1) 2 spout threads emitting infinitely(once per nextTuple call) with no sleep

Fails with the following exception after running for about 2 minutes.

java.lang.RuntimeException: Should always receive two-part ZMQ messages
at backtype.storm.messaging.zmq.ZMQConnection.recv_with_flags(zmq.clj:36)
at backtype.storm.messaging.loader$launch_receive_thread_BANG_$fn__1629$fn__1630.invoke(loader.clj:38)
at backtype.storm.util$async_loop$fn__465.invoke(util.clj:377)
at clojure.lang.AFn.run(AFn.java:24)
at java.lang.Thread.run(Thread.java:662)


followed by another exception as shown below

java.io.FileNotFoundException: File '/home/arinto/local-var/storm/supervisor/stormdist/fed_word_count_two-4-1362153302/stormconf.ser' does not exist
    at org.apache.commons.io.FileUtils.openInputStream(FileUtils.java:137)
    at org.apache.commons.io.FileUtils.readFileToByteArray(FileUtils.java:1135)
    at backtype.storm.config$read_supervisor_storm_conf.invoke(config.clj:138)
    at backtype.storm.daemon.supervisor$fn__4793.invoke(supervisor.clj:414)
    at clojure.lang.MultiFn.invoke(MultiFn.java:177)
    at backtype.storm.daemon.supervisor$sync_processes$iter__4684__4688$fn__4689.invoke(supervisor.clj:249)
    at clojure.lang.LazySeq.sval(LazySeq.java:42)
    at clojure.lang.LazySeq.seq(LazySeq.java:60)
    at clojure.lang.RT.seq(RT.java:473)
    at clojure.core$seq.invoke(core.clj:133)
    at clojure.core$dorun.invoke(core.clj:2725)
    at clojure.core$doall.invoke(core.clj:2741)
    at backtype.storm.daemon.supervisor$sync_processes.invoke(supervisor.clj:237)
    at clojure.lang.AFn.applyToHelper(AFn.java:161)
    at clojure.lang.AFn.applyTo(AFn.java:151)
    at clojure.core$apply.invoke(core.clj:603)
    at clojure.core$partial$fn__4070.doInvoke(core.clj:2343)
    at clojure.lang.RestFn.invoke(RestFn.java:397)
    at backtype.storm.event$event_manager$fn__2507.invoke(event.clj:24)
    at clojure.lang.AFn.run(AFn.java:24)
    at java.lang.Thread.run(Thread.java:722)
2013-03-01 16:10:09 util [INFO] Halting process: ("Error when processing an event")

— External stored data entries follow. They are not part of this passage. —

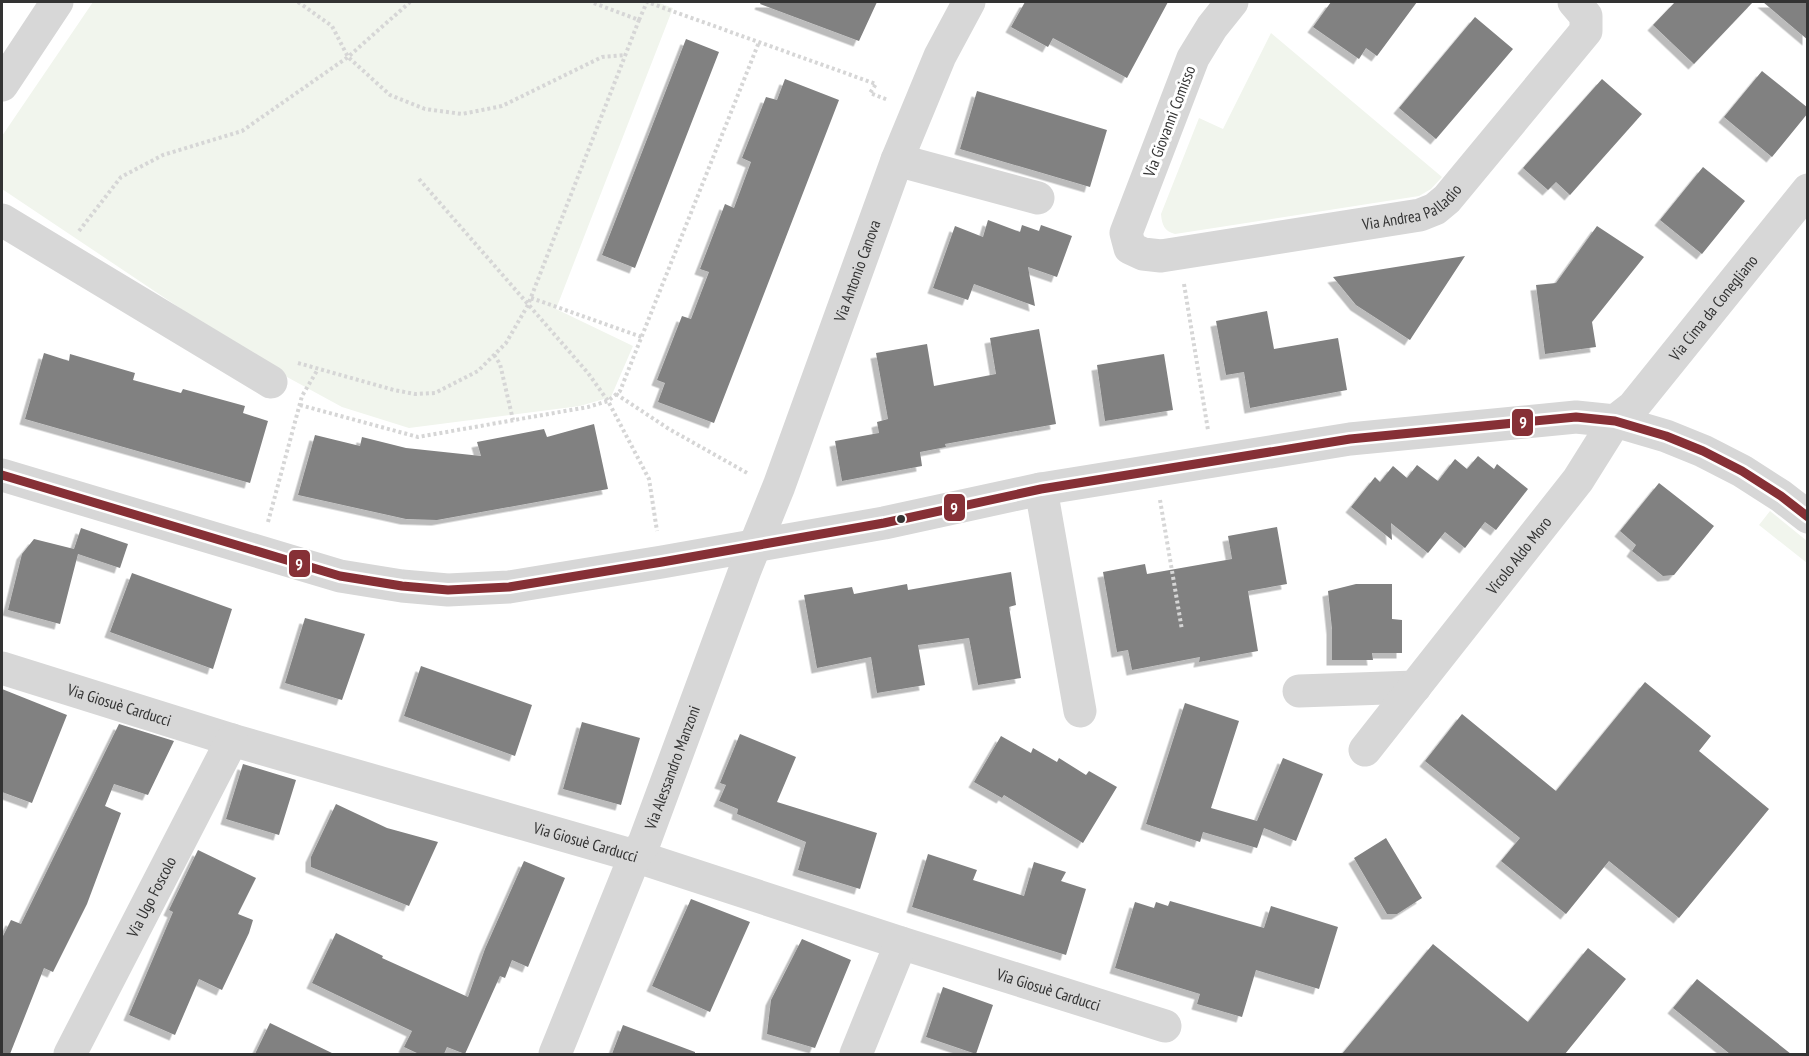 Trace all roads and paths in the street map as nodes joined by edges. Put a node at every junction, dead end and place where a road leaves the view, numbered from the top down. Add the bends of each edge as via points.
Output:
1 (57, 2) edge
2 (298, 2) edge
3 (410, 2) edge
4 (591, 2) edge
5 (969, 2) edge
6 (1232, 2) edge
7 (1574, 2) edge
8 (639, 20) junction
9 (759, 42) junction
10 (626, 55) junction
11 (348, 57) junction
12 (2, 85) edge
13 (917, 111) junction
14 (897, 160) junction
15 (419, 178) dead end
16 (1808, 189) edge
17 (1038, 198) dead end
18 (2, 223) edge
19 (1130, 248) joint
20 (1180, 253) junction
21 (61, 256) junction
22 (531, 298) junction
23 (528, 305) junction
24 (642, 337) junction
25 (494, 355) junction
26 (296, 362) dead end
27 (318, 369) junction
28 (271, 382) dead end
29 (616, 394) junction
30 (608, 401) junction
31 (300, 405) junction
32 (513, 420) junction
33 (1615, 421) junction
34 (1209, 434) dead end
35 (2, 475) edge
36 (753, 476) dead end
37 (1041, 489) junction
38 (1159, 494) dead end
39 (1808, 517) edge
40 (267, 526) dead end
41 (755, 544) junction
42 (662, 562) junction
43 (1182, 630) dead end
44 (2, 668) edge
45 (1414, 687) junction
46 (1299, 691) dead end
47 (1080, 711) dead end
48 (232, 740) junction
49 (1365, 750) dead end
50 (635, 856) junction
51 (901, 943) junction
52 (1165, 1026) dead end
53 (70, 1054) edge
54 (555, 1054) edge
55 (856, 1054) edge

1 - 12 street
2 - 11 path via 332,26
3 - 11 path
4 - 8 path
5 - 13 street, Via Antonio Canova
6 - 19 street, Via Giovanni Comisso via 1193,58 1126,233
7 - 20 street, Via Andrea Palladio via 1586,16 1586,31 1435,209 1420,215
8 - 9 path via 647,2
8 - 10 path
9 - 13 path via 876,84 870,93
9 - 24 path
10 - 11 path via 603,57 502,106 462,114 425,109 390,95
10 - 22 path
11 - 21 path via 242,131 163,155 122,177
13 - 14 street, Via Antonio Canova
14 - 17 street
14 - 41 street, Via Antonio Canova
15 - 23 path
16 - 33 street, Via Cima da Conegliano via 1633,407
18 - 21 street
19 - 20 street, Via Andrea Palladio via 1161,256
20 - 34 path
21 - 28 street
22 - 23 path
22 - 24 path
23 - 25 path via 506,343
23 - 30 path
24 - 29 path
25 - 27 path via 478,371 435,393 394,390
25 - 32 path via 500,364
26 - 27 path
27 - 31 path
29 - 30 path
29 - 36 path
30 - 32 path
30 - 42 path via 649,479
31 - 32 path via 418,436
31 - 40 path
33 - 37 street via 1576,417 1350,439
33 - 39 street via 1666,435 1703,451 1742,471
33 - 45 street, Vicolo Aldo Moro via 1578,480
35 - 42 street via 340,576 391,585 448,590 509,587
37 - 41 street via 884,523
37 - 47 street
38 - 43 path
41 - 42 street
41 - 50 street, Via Alessandro Manzoni via 644,843
44 - 48 street, Via Giosuè Carducci
45 - 46 street
45 - 49 street, Vicolo Aldo Moro
48 - 50 street, Via Giosuè Carducci
48 - 53 street, Via Ugo Foscolo
50 - 51 street, Via Giosuè Carducci
50 - 54 street, Via Alessandro Manzoni
51 - 52 street, Via Giosuè Carducci
51 - 55 street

Other inferences: The latency was really high right from the beginning and the workers died once the exceptions were thrown


2) 2 spout threads emitting infinitely(once per nextTuple call) with 2 milli second sleep(once per nextTuple call)
This seemed to work without issues for about 10 mins after which we killed the topology.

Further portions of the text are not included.